**** Source material ****

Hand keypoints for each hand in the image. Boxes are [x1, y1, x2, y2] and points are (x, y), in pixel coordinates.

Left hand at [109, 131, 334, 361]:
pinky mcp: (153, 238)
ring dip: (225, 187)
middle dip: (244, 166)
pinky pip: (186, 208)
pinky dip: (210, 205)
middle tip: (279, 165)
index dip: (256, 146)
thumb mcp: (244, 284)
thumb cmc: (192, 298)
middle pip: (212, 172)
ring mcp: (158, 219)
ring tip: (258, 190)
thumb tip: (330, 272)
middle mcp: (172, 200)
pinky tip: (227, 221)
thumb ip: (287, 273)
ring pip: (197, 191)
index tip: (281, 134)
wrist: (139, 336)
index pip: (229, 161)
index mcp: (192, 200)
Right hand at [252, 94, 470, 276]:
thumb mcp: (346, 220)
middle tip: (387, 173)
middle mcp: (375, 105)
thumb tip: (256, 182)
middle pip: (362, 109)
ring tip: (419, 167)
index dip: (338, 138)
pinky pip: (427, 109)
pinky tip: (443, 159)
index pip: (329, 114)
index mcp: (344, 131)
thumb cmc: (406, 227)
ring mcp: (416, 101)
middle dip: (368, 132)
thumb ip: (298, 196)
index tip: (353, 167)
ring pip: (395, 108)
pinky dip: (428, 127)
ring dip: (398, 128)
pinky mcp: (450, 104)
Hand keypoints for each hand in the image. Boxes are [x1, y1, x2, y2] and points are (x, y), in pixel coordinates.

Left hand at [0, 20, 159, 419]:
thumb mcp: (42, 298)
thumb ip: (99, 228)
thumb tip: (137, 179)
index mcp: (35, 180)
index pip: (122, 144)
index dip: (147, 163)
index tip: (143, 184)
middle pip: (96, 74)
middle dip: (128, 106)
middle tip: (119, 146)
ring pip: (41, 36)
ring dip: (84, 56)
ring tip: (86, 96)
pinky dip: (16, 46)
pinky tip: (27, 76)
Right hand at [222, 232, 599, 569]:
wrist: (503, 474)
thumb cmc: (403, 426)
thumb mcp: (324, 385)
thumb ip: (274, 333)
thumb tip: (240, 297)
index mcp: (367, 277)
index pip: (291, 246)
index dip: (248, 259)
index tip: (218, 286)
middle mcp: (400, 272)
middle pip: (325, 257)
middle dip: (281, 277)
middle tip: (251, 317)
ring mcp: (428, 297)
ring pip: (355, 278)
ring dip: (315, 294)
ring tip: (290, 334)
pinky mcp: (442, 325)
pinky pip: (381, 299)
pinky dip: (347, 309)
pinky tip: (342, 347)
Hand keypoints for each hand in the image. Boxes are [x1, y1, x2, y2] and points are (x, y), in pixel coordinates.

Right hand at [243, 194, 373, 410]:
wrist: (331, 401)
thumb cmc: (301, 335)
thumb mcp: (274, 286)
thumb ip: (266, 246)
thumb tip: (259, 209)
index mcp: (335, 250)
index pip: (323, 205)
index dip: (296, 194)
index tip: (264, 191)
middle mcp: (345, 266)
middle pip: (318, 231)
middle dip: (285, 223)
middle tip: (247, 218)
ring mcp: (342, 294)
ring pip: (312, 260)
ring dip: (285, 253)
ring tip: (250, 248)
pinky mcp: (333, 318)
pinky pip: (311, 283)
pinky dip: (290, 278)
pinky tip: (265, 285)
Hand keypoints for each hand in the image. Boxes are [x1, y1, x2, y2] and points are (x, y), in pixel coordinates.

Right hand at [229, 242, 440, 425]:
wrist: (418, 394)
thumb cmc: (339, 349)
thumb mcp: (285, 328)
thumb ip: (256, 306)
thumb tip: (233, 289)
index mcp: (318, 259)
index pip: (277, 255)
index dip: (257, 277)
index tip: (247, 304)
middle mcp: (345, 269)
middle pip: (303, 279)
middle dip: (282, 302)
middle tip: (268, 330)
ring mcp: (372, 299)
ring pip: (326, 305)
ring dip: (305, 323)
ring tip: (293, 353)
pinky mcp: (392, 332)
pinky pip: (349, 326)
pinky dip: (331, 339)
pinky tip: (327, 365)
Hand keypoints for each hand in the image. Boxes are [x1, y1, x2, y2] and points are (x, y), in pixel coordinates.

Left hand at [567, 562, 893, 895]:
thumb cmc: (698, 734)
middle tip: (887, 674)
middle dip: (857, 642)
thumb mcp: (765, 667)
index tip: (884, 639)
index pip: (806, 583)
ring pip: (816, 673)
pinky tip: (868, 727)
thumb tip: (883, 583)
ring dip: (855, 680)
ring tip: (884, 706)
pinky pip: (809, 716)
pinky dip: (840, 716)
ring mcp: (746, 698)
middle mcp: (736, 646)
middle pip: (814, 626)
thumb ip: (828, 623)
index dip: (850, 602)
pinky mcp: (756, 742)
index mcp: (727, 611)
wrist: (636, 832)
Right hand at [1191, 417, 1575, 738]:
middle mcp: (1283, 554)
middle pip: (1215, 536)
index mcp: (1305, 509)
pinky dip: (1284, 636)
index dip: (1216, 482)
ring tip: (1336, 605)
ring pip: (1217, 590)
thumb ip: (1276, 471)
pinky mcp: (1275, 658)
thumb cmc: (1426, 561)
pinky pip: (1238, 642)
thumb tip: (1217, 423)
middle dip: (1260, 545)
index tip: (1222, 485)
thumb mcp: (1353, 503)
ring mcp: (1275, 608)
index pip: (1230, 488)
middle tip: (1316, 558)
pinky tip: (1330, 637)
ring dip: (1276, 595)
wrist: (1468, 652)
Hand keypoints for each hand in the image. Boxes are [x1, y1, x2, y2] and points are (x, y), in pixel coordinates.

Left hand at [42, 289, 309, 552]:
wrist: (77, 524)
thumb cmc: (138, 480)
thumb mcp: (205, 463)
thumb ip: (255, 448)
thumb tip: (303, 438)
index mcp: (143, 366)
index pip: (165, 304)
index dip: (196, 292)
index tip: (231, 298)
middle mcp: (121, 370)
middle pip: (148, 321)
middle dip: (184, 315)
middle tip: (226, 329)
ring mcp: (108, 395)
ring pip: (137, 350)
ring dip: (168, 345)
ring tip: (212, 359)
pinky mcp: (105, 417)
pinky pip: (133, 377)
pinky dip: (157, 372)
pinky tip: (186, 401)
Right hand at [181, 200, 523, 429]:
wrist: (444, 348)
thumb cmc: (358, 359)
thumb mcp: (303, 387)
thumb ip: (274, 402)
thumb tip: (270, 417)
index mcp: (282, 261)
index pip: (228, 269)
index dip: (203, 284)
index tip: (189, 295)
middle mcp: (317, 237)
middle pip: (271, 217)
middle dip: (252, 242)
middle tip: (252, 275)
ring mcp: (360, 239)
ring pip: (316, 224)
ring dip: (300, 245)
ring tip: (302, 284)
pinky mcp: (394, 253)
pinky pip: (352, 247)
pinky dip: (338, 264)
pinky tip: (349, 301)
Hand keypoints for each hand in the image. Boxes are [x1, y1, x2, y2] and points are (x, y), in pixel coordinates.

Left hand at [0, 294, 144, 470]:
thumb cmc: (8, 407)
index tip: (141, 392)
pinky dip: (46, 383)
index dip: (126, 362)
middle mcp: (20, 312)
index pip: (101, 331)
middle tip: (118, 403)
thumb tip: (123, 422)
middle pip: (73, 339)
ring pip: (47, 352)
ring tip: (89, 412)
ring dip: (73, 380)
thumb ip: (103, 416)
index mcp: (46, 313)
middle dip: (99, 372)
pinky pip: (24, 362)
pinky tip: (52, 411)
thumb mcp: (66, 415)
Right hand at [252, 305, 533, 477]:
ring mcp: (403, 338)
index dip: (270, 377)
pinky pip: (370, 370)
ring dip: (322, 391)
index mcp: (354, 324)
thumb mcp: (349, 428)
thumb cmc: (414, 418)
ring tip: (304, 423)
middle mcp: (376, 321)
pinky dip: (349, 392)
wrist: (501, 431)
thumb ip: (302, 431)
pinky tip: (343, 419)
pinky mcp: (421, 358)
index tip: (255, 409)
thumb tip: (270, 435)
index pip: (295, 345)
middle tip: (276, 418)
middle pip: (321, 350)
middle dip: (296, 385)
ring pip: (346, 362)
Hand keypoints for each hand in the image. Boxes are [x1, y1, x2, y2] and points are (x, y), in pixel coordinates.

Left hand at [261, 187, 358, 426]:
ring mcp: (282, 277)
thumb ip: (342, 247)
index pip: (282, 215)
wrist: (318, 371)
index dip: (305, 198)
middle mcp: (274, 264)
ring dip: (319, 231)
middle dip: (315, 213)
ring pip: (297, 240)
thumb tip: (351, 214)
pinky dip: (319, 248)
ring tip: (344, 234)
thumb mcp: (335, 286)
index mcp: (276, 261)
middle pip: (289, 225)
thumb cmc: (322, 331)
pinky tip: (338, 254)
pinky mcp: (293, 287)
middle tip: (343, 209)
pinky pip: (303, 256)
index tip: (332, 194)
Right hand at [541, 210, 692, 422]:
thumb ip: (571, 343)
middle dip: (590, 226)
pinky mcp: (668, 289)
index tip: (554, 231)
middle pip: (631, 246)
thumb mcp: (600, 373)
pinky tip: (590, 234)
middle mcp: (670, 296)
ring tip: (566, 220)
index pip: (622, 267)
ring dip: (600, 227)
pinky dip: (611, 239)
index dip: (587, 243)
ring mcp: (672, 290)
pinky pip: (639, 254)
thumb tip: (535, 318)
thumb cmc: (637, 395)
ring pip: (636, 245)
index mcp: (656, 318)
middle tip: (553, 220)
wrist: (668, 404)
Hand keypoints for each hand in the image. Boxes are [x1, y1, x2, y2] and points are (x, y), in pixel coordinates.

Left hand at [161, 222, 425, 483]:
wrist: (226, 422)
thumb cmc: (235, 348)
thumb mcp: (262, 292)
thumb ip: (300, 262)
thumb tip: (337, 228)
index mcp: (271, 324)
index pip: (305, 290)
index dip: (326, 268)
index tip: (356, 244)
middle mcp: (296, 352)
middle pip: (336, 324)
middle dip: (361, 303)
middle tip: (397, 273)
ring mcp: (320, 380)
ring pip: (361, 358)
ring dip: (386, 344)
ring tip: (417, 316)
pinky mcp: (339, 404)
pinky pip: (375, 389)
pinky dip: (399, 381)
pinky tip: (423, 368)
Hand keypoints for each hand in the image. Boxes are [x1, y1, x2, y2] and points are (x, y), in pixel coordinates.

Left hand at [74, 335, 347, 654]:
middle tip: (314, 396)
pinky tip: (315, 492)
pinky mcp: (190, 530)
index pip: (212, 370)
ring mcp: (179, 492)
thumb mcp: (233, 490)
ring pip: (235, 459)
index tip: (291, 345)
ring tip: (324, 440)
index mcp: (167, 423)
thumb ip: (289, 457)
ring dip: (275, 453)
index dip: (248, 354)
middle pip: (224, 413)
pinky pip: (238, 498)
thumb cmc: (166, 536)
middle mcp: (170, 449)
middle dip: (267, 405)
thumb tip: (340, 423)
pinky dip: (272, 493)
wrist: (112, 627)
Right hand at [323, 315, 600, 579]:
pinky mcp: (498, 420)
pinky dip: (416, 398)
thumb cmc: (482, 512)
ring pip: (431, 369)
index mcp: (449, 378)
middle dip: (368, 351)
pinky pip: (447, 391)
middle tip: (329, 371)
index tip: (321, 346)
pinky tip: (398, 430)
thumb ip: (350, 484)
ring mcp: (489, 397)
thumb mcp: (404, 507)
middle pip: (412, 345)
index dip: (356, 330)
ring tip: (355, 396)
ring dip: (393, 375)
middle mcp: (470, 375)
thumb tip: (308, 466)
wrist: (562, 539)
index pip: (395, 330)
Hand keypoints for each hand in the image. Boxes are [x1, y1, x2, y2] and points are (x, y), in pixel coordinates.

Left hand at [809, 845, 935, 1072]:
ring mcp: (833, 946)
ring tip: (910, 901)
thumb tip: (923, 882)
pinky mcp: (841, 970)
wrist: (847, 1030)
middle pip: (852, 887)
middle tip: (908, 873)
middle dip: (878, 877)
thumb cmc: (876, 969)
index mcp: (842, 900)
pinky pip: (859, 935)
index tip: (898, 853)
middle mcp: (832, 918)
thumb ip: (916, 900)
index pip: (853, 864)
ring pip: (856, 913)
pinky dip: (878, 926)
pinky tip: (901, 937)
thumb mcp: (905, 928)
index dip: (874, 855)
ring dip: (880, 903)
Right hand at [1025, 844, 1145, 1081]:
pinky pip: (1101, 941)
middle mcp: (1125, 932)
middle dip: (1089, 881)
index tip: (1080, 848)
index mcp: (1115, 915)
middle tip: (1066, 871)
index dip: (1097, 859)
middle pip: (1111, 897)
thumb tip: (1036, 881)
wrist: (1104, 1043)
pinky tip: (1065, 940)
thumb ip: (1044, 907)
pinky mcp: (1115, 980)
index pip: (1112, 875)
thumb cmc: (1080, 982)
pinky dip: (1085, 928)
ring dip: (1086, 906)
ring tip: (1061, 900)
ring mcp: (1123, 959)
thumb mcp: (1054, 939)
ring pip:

****

Action item:
In the entries above, find each line containing the string "Left" and copy it.

Exercise solution:
Left hand at [109, 131, 334, 361]:
Left hand at [0, 20, 159, 419]:
Left hand at [567, 562, 893, 895]:
Left hand at [42, 289, 309, 552]:
Left hand at [0, 294, 144, 470]:
Left hand at [261, 187, 358, 426]:
Left hand at [161, 222, 425, 483]:
Left hand at [74, 335, 347, 654]:
Left hand at [809, 845, 935, 1072]:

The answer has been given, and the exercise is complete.